At issue is misuse of antibiotics in meat production, which experts say puts human health at risk by breeding drug-resistant bacteria.

Shelby Luce, an Antibiotics Fellow at the Education Fund, says for the third year in a row, Panera and Chipotle were the only two major chains to get an A grade, because they reject routine antibiotic use through their entire supply chain.

Further down the list is Kentucky Fried Chicken. Luce says KFC earned the "most improved" grade.

"Going from an F grade to a B-minus for its newly announced commitment to no longer serve chicken raised with medically-important antibiotics in its U.S. locations by 2018," she states.

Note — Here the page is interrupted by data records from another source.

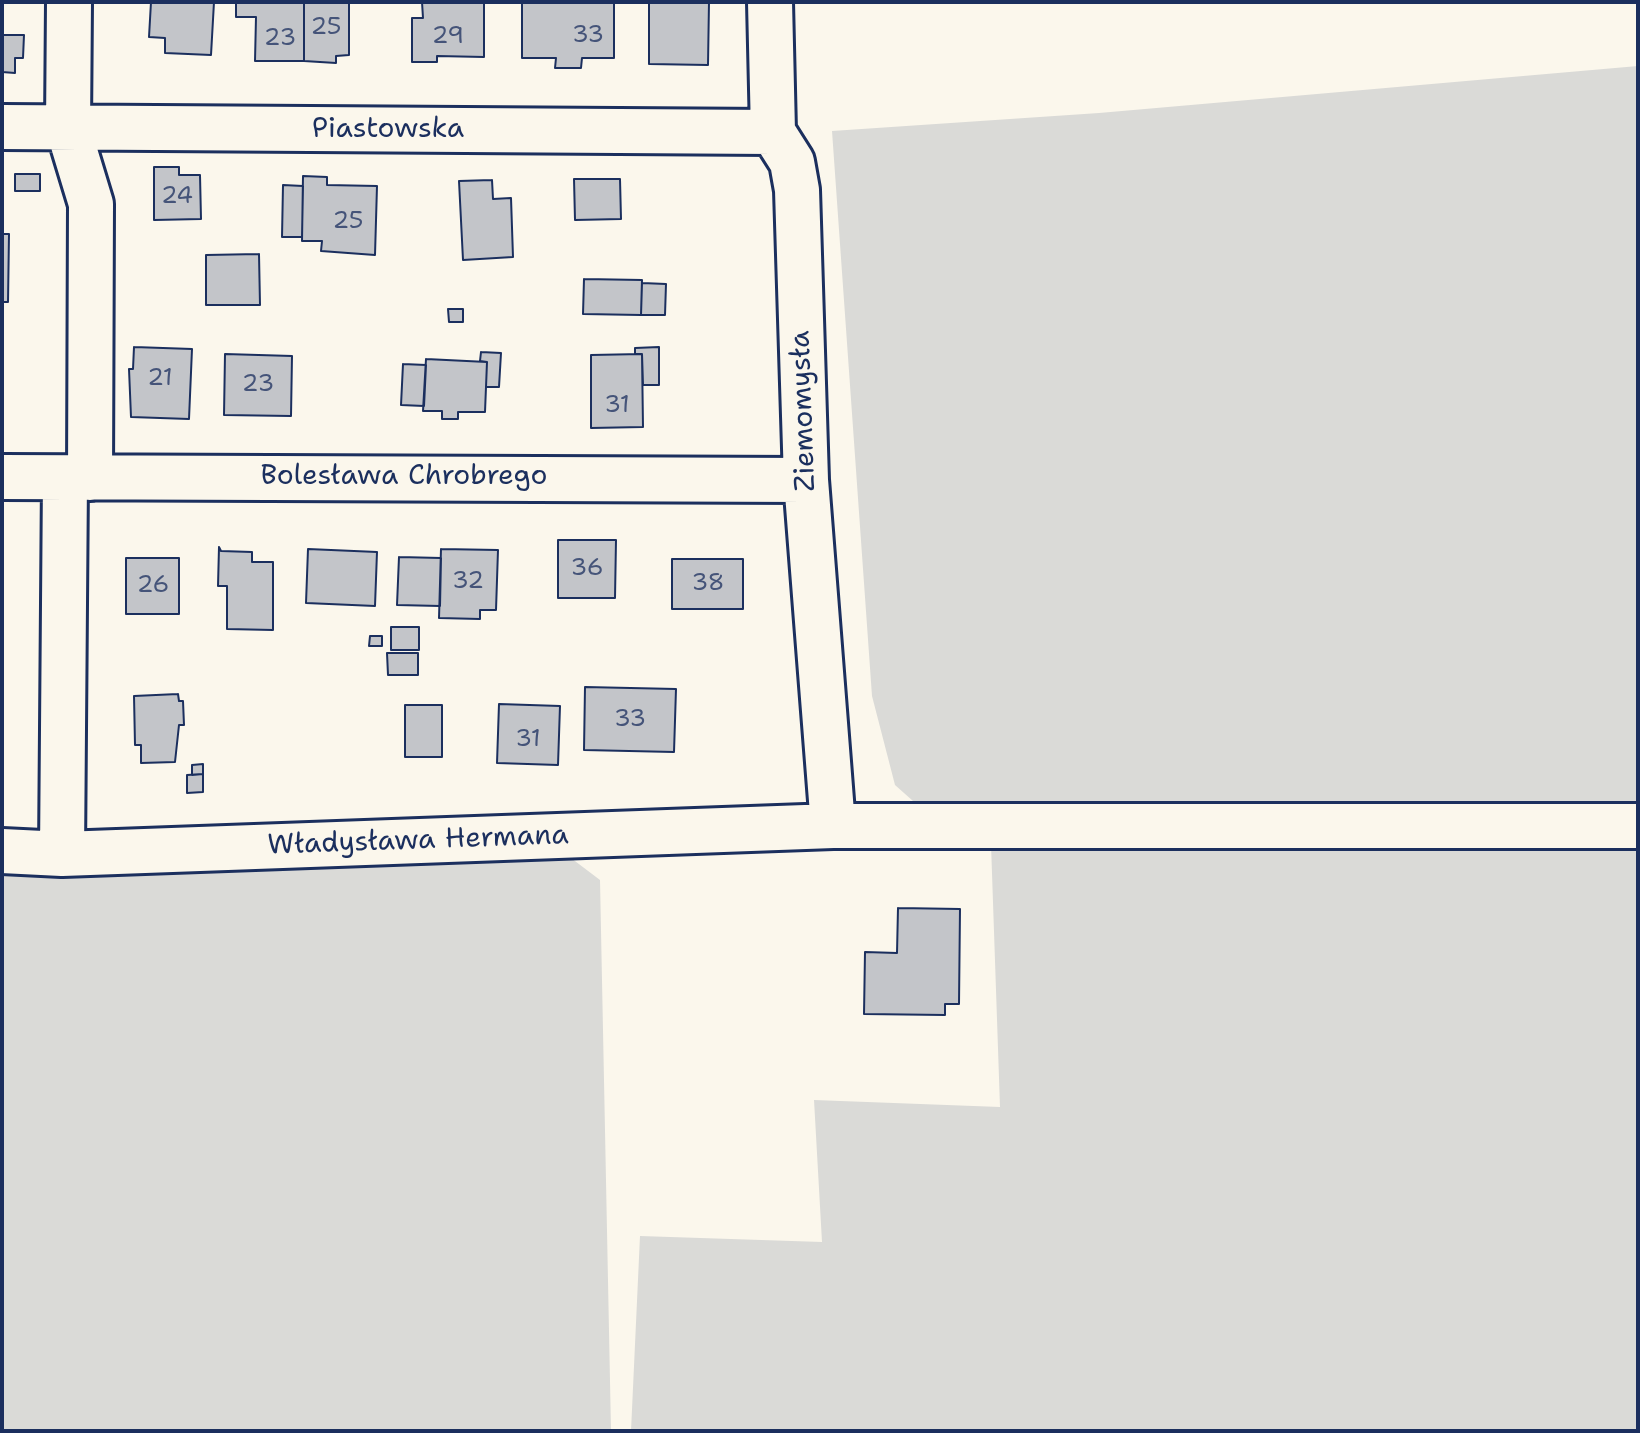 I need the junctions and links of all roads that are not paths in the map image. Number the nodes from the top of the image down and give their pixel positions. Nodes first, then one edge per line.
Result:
1 (69, 2) edge
2 (770, 2) edge
3 (2, 127) edge
4 (68, 128) junction
5 (773, 132) junction
6 (2, 477) edge
7 (77, 478) junction
8 (806, 480) junction
9 (833, 826) junction
10 (1638, 826) edge
11 (2, 851) edge
12 (62, 854) junction

1 - 4 street
2 - 5 street, Ziemomysła
3 - 4 street, Piastowska
4 - 5 street, Piastowska
4 - 7 street
5 - 8 street, Ziemomysła
6 - 7 street, Bolesława Chrobrego
7 - 8 street, Bolesława Chrobrego
7 - 12 street
8 - 9 street, Ziemomysła
9 - 10 street, Władysława Hermana
9 - 12 street, Władysława Hermana
11 - 12 street, Władysława Hermana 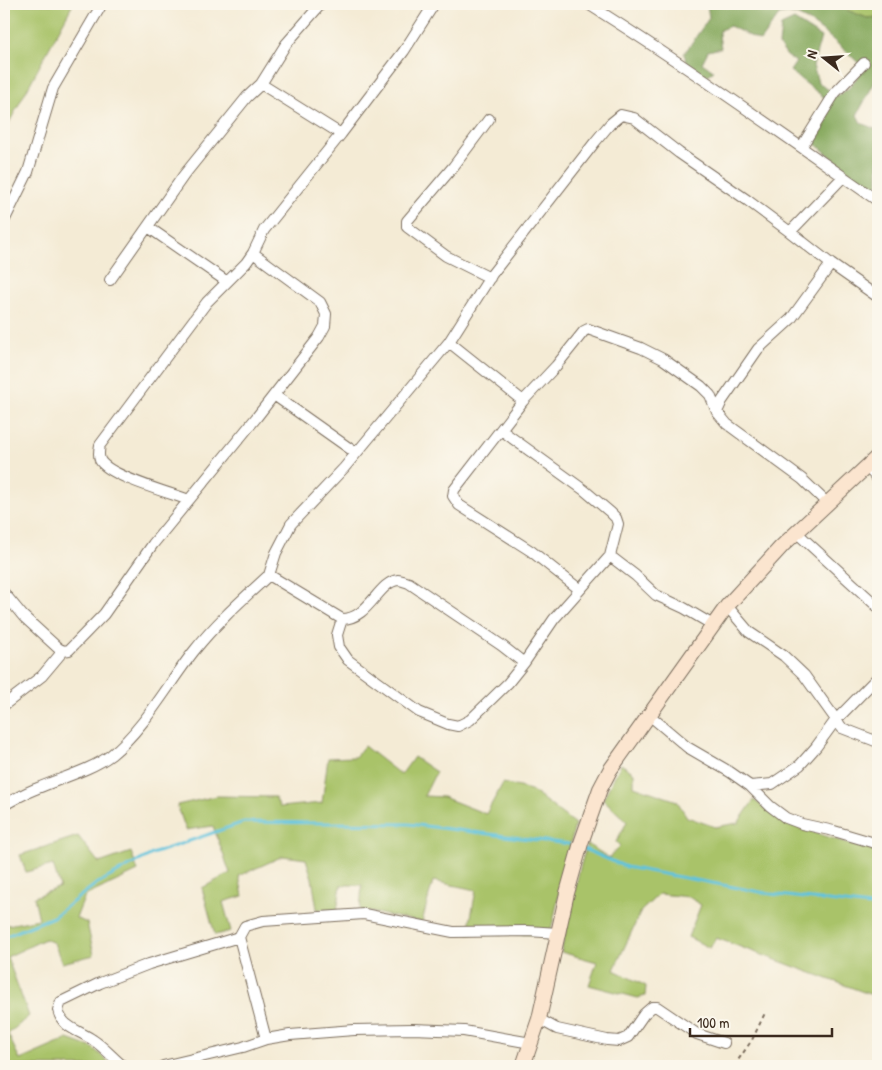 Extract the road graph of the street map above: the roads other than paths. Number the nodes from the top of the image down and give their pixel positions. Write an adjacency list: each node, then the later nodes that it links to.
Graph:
1 (102, 4): 12 (street)
2 (321, 4): 6 (street)
3 (434, 4): 8 (street)
4 (588, 4): 9 (street)
5 (864, 63): 9 (street)
6 (261, 84): 8 (street); 13 (street)
7 (489, 119): 17 (street)
8 (341, 134): 15 (street)
9 (802, 146): 10 (street)
10 (843, 177): 11 (street); 14 (street)
11 (878, 201)
12 (4, 221)
13 (148, 227): 18 (street); 19 (street)
14 (790, 232): 16 (street); 17 (street)
15 (253, 253): 19 (street); 22 (street)
16 (831, 264): 20 (street); 24 (street)
17 (490, 278): 21 (street)
18 (110, 280)
19 (226, 281): 30 (street)
20 (878, 296)
21 (449, 342): 23 (street); 26 (street)
22 (274, 395): 26 (street); 30 (street)
23 (524, 401): 24 (street); 25 (street)
24 (717, 412): 31 (street)
25 (501, 430): 33 (street); 35 (street)
26 (356, 453): 34 (street)
27 (878, 456): 28 (street)
28 (867, 467): 29 (street); 31 (street)
29 (878, 479)
30 (189, 500): 41 (street)
31 (827, 503): 32 (street)
32 (796, 532): 37 (street); 38 (street)
33 (610, 556): 35 (street); 40 (street)
34 (268, 575): 39 (street); 49 (street)
35 (579, 589): 42 (street)
36 (4, 593): 41 (street)
37 (727, 606): 40 (street); 46 (street)
38 (878, 607)
39 (342, 619): 42 (street); 42 (street)
40 (713, 625): 45 (street)
41 (63, 651): 44 (street)
42 (524, 663)
43 (878, 677): 46 (street)
44 (4, 705)
45 (648, 714): 48 (street); 51 (street)
46 (835, 721): 47 (street); 48 (street)
47 (878, 742)
48 (750, 786): 50 (street)
49 (4, 805)
50 (878, 844)
51 (558, 933): 52 (street); 53 (street)
52 (239, 937): 54 (street); 57 (street)
53 (539, 1019): 55 (street); 56 (street)
54 (266, 1039): 55 (street); 58 (street)
55 (531, 1043): 59 (street)
56 (724, 1043)
57 (123, 1066)
58 (163, 1066)
59 (523, 1066) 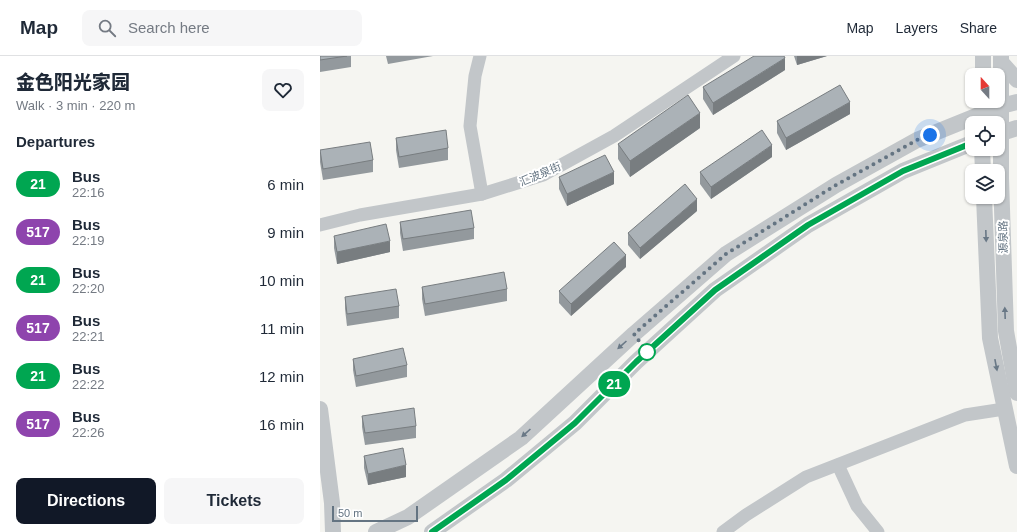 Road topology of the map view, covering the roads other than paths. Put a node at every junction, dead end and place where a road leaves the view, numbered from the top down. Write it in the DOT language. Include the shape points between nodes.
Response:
graph roads {
  1 [pos="480,56"];
  2 [pos="734,56"];
  3 [pos="983,56"];
  4 [pos="1001,59"];
  5 [pos="983,68"];
  6 [pos="1017,80"];
  7 [pos="1017,102"];
  8 [pos="1005,105"];
  9 [pos="996,108"];
  10 [pos="982,113"];
  11 [pos="1017,128"];
  12 [pos="1005,132"];
  13 [pos="965,146"];
  14 [pos="1001,156"];
  15 [pos="482,194"];
  16 [pos="984,204"];
  17 [pos="320,225"];
  18 [pos="1017,393"];
  19 [pos="320,409"];
  20 [pos="1004,409"];
  21 [pos="838,465"];
  22 [pos="1017,466"];
  23 [pos="324,471"];
  24 [pos="333,532"];
  25 [pos="376,532"];
  26 [pos="432,532"];
  27 [pos="723,532"];
  28 [pos="878,532"];
  1 -- 15 [label="street" via="475,76 470,126"];
  2 -- 15 [label="street, 汇波泉街" via="614,136 576,158 543,175"];
  3 -- 5 [label="street"];
  4 -- 6 [label="street"];
  7 -- 8 [label="street"];
  9 -- 10 [label="street"];
  10 -- 25 [label="street, one-way" via="910,144 836,185 726,254 520,438 408,517"];
  11 -- 12 [label="street"];
  13 -- 26 [label="street" via="903,171 808,225 715,290 636,362 575,423 506,480"];
  18 -- 14 [label="street, 源泉路, one-way" via="1006,331"];
  15 -- 17 [label="street, 汇波泉街" via="360,215"];
  16 -- 20 [label="street, 源泉路, one-way" via="990,338"];
  19 -- 23 [label="street"];
  20 -- 21 [label="street" via="966,415"];
  20 -- 22 [label="street, 源泉路"];
  21 -- 27 [label="street" via="806,477"];
  21 -- 28 [label="street" via="857,506"];
  23 -- 24 [label="street"];
} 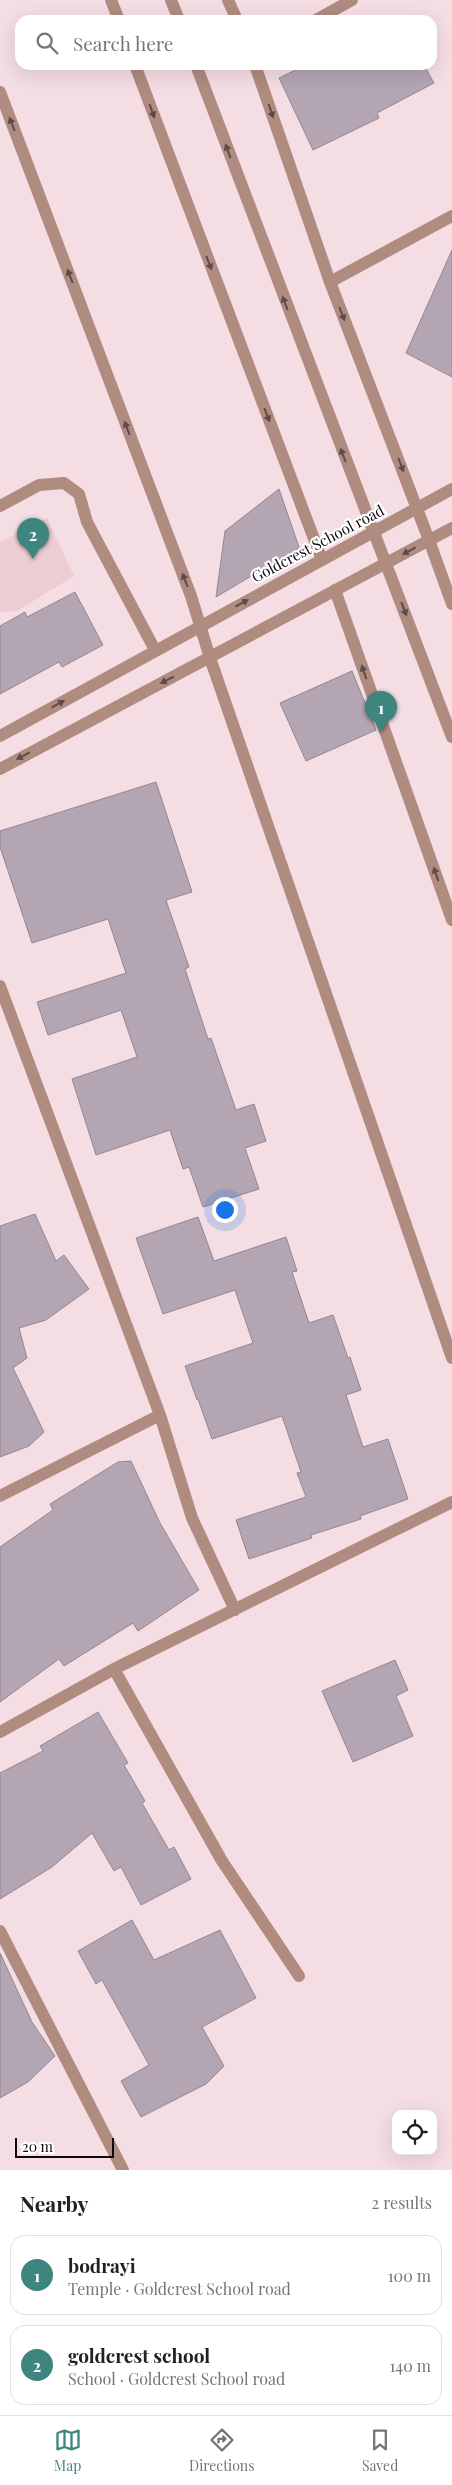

According to the report, 14 restaurants have taken action this year to curb routine use of antibiotics in their supply chain, compared to nine last year.

Luce says the American Academy of Pediatrics and the World Health Organization both warn widespread overuse of antibiotics is pushing us closer to a time when medicines could no longer work.

"Right now, 70 percent of medically important antibiotics sold in the U.S. are for use in animal agriculture, and fast food restaurants are some of the largest meat purchasers in the world,” she explains. “So, their policies can completely shift the meat industry, for the U.S. – and eventually, hopefully, globally."

The report says no new progress was made in reducing antibiotic use in beef and pork.

Luce says New England-based Dunkin Donuts moved up a grade to a D with its recent commitment to stop serving chicken raised with antibiotics by the end of 2018.